━━━━━ Data

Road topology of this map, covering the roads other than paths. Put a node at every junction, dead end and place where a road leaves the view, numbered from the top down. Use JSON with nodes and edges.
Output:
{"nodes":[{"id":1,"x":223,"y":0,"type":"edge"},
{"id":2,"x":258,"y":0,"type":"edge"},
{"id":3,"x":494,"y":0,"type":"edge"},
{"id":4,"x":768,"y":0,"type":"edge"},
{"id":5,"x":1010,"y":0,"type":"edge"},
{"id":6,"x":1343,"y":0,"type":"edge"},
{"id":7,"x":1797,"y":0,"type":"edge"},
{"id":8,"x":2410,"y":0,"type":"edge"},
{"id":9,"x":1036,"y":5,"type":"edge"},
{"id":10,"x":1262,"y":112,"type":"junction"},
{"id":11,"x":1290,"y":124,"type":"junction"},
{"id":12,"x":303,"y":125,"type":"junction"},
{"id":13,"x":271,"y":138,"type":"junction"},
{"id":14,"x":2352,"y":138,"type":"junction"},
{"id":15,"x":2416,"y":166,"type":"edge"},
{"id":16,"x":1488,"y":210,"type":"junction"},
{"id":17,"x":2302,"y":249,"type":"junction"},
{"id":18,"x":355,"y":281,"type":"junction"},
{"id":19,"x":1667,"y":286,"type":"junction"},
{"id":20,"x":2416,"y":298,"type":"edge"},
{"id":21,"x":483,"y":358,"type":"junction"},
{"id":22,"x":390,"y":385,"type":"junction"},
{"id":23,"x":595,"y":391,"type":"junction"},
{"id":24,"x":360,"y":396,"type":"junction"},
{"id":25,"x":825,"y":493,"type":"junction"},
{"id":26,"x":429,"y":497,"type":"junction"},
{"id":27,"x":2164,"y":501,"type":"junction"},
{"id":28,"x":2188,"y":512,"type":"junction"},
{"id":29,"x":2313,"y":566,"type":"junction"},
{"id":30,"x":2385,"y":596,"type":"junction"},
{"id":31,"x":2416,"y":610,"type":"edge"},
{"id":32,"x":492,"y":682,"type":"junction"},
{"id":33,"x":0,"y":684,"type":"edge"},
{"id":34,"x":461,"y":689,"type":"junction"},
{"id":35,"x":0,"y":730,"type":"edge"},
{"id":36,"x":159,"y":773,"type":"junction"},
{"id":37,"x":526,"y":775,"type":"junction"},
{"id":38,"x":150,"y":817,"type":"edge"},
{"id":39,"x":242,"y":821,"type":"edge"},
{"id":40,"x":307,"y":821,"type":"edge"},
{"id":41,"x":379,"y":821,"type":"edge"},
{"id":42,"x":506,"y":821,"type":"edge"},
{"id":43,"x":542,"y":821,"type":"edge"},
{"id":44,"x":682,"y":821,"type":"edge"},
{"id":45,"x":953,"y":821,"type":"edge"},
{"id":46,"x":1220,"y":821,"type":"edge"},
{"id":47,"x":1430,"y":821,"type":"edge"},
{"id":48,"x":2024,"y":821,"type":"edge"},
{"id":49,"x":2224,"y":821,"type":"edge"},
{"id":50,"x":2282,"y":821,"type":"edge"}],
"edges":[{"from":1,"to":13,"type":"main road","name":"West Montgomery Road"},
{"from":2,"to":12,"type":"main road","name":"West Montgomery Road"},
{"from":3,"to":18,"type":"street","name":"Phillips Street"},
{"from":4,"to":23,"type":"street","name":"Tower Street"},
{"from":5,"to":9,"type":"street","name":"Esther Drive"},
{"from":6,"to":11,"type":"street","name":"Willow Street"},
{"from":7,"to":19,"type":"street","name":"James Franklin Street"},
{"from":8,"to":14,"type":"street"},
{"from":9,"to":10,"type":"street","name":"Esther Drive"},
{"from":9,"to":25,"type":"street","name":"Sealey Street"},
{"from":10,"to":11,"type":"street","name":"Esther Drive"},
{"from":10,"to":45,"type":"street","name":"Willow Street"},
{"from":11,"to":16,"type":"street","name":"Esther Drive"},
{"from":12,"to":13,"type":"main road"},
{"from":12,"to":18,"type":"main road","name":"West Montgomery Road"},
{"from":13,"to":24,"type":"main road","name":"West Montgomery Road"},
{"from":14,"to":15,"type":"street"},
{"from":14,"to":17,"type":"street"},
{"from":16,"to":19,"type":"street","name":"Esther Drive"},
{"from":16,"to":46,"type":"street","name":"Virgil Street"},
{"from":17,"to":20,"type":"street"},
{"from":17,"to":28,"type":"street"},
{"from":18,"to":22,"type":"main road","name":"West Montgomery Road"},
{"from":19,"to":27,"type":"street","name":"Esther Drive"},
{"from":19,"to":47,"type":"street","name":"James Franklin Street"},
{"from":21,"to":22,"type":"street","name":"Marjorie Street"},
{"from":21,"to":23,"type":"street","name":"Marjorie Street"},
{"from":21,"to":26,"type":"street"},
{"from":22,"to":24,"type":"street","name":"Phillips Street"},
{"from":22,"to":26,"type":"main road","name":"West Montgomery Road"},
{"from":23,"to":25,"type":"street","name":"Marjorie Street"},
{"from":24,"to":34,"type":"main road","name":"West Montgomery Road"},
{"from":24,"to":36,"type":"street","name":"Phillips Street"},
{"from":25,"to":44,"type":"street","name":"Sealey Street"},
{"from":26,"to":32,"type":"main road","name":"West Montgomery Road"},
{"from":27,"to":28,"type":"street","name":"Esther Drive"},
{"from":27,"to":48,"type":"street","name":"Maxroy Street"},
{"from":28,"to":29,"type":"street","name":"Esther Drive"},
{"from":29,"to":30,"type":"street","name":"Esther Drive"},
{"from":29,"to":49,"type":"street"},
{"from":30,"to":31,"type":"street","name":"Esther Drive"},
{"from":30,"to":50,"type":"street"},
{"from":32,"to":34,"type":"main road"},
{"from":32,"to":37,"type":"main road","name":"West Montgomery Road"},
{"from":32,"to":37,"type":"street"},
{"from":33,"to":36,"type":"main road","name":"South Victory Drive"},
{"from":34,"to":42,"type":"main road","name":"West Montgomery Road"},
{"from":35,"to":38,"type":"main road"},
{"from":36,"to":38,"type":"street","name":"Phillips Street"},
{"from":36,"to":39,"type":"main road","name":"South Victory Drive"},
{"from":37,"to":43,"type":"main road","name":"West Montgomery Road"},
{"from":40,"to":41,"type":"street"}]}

━━━━━━━━━━

## Your goal
Please reproduce each entry above exactly as it reads.

## Result for this exercise
Road topology of this map, covering the roads other than paths. Put a node at every junction, dead end and place where a road leaves the view, numbered from the top down. Use JSON with nodes and edges.
Output:
{"nodes":[{"id":1,"x":223,"y":0,"type":"edge"},
{"id":2,"x":258,"y":0,"type":"edge"},
{"id":3,"x":494,"y":0,"type":"edge"},
{"id":4,"x":768,"y":0,"type":"edge"},
{"id":5,"x":1010,"y":0,"type":"edge"},
{"id":6,"x":1343,"y":0,"type":"edge"},
{"id":7,"x":1797,"y":0,"type":"edge"},
{"id":8,"x":2410,"y":0,"type":"edge"},
{"id":9,"x":1036,"y":5,"type":"edge"},
{"id":10,"x":1262,"y":112,"type":"junction"},
{"id":11,"x":1290,"y":124,"type":"junction"},
{"id":12,"x":303,"y":125,"type":"junction"},
{"id":13,"x":271,"y":138,"type":"junction"},
{"id":14,"x":2352,"y":138,"type":"junction"},
{"id":15,"x":2416,"y":166,"type":"edge"},
{"id":16,"x":1488,"y":210,"type":"junction"},
{"id":17,"x":2302,"y":249,"type":"junction"},
{"id":18,"x":355,"y":281,"type":"junction"},
{"id":19,"x":1667,"y":286,"type":"junction"},
{"id":20,"x":2416,"y":298,"type":"edge"},
{"id":21,"x":483,"y":358,"type":"junction"},
{"id":22,"x":390,"y":385,"type":"junction"},
{"id":23,"x":595,"y":391,"type":"junction"},
{"id":24,"x":360,"y":396,"type":"junction"},
{"id":25,"x":825,"y":493,"type":"junction"},
{"id":26,"x":429,"y":497,"type":"junction"},
{"id":27,"x":2164,"y":501,"type":"junction"},
{"id":28,"x":2188,"y":512,"type":"junction"},
{"id":29,"x":2313,"y":566,"type":"junction"},
{"id":30,"x":2385,"y":596,"type":"junction"},
{"id":31,"x":2416,"y":610,"type":"edge"},
{"id":32,"x":492,"y":682,"type":"junction"},
{"id":33,"x":0,"y":684,"type":"edge"},
{"id":34,"x":461,"y":689,"type":"junction"},
{"id":35,"x":0,"y":730,"type":"edge"},
{"id":36,"x":159,"y":773,"type":"junction"},
{"id":37,"x":526,"y":775,"type":"junction"},
{"id":38,"x":150,"y":817,"type":"edge"},
{"id":39,"x":242,"y":821,"type":"edge"},
{"id":40,"x":307,"y":821,"type":"edge"},
{"id":41,"x":379,"y":821,"type":"edge"},
{"id":42,"x":506,"y":821,"type":"edge"},
{"id":43,"x":542,"y":821,"type":"edge"},
{"id":44,"x":682,"y":821,"type":"edge"},
{"id":45,"x":953,"y":821,"type":"edge"},
{"id":46,"x":1220,"y":821,"type":"edge"},
{"id":47,"x":1430,"y":821,"type":"edge"},
{"id":48,"x":2024,"y":821,"type":"edge"},
{"id":49,"x":2224,"y":821,"type":"edge"},
{"id":50,"x":2282,"y":821,"type":"edge"}],
"edges":[{"from":1,"to":13,"type":"main road","name":"West Montgomery Road"},
{"from":2,"to":12,"type":"main road","name":"West Montgomery Road"},
{"from":3,"to":18,"type":"street","name":"Phillips Street"},
{"from":4,"to":23,"type":"street","name":"Tower Street"},
{"from":5,"to":9,"type":"street","name":"Esther Drive"},
{"from":6,"to":11,"type":"street","name":"Willow Street"},
{"from":7,"to":19,"type":"street","name":"James Franklin Street"},
{"from":8,"to":14,"type":"street"},
{"from":9,"to":10,"type":"street","name":"Esther Drive"},
{"from":9,"to":25,"type":"street","name":"Sealey Street"},
{"from":10,"to":11,"type":"street","name":"Esther Drive"},
{"from":10,"to":45,"type":"street","name":"Willow Street"},
{"from":11,"to":16,"type":"street","name":"Esther Drive"},
{"from":12,"to":13,"type":"main road"},
{"from":12,"to":18,"type":"main road","name":"West Montgomery Road"},
{"from":13,"to":24,"type":"main road","name":"West Montgomery Road"},
{"from":14,"to":15,"type":"street"},
{"from":14,"to":17,"type":"street"},
{"from":16,"to":19,"type":"street","name":"Esther Drive"},
{"from":16,"to":46,"type":"street","name":"Virgil Street"},
{"from":17,"to":20,"type":"street"},
{"from":17,"to":28,"type":"street"},
{"from":18,"to":22,"type":"main road","name":"West Montgomery Road"},
{"from":19,"to":27,"type":"street","name":"Esther Drive"},
{"from":19,"to":47,"type":"street","name":"James Franklin Street"},
{"from":21,"to":22,"type":"street","name":"Marjorie Street"},
{"from":21,"to":23,"type":"street","name":"Marjorie Street"},
{"from":21,"to":26,"type":"street"},
{"from":22,"to":24,"type":"street","name":"Phillips Street"},
{"from":22,"to":26,"type":"main road","name":"West Montgomery Road"},
{"from":23,"to":25,"type":"street","name":"Marjorie Street"},
{"from":24,"to":34,"type":"main road","name":"West Montgomery Road"},
{"from":24,"to":36,"type":"street","name":"Phillips Street"},
{"from":25,"to":44,"type":"street","name":"Sealey Street"},
{"from":26,"to":32,"type":"main road","name":"West Montgomery Road"},
{"from":27,"to":28,"type":"street","name":"Esther Drive"},
{"from":27,"to":48,"type":"street","name":"Maxroy Street"},
{"from":28,"to":29,"type":"street","name":"Esther Drive"},
{"from":29,"to":30,"type":"street","name":"Esther Drive"},
{"from":29,"to":49,"type":"street"},
{"from":30,"to":31,"type":"street","name":"Esther Drive"},
{"from":30,"to":50,"type":"street"},
{"from":32,"to":34,"type":"main road"},
{"from":32,"to":37,"type":"main road","name":"West Montgomery Road"},
{"from":32,"to":37,"type":"street"},
{"from":33,"to":36,"type":"main road","name":"South Victory Drive"},
{"from":34,"to":42,"type":"main road","name":"West Montgomery Road"},
{"from":35,"to":38,"type":"main road"},
{"from":36,"to":38,"type":"street","name":"Phillips Street"},
{"from":36,"to":39,"type":"main road","name":"South Victory Drive"},
{"from":37,"to":43,"type":"main road","name":"West Montgomery Road"},
{"from":40,"to":41,"type":"street"}]}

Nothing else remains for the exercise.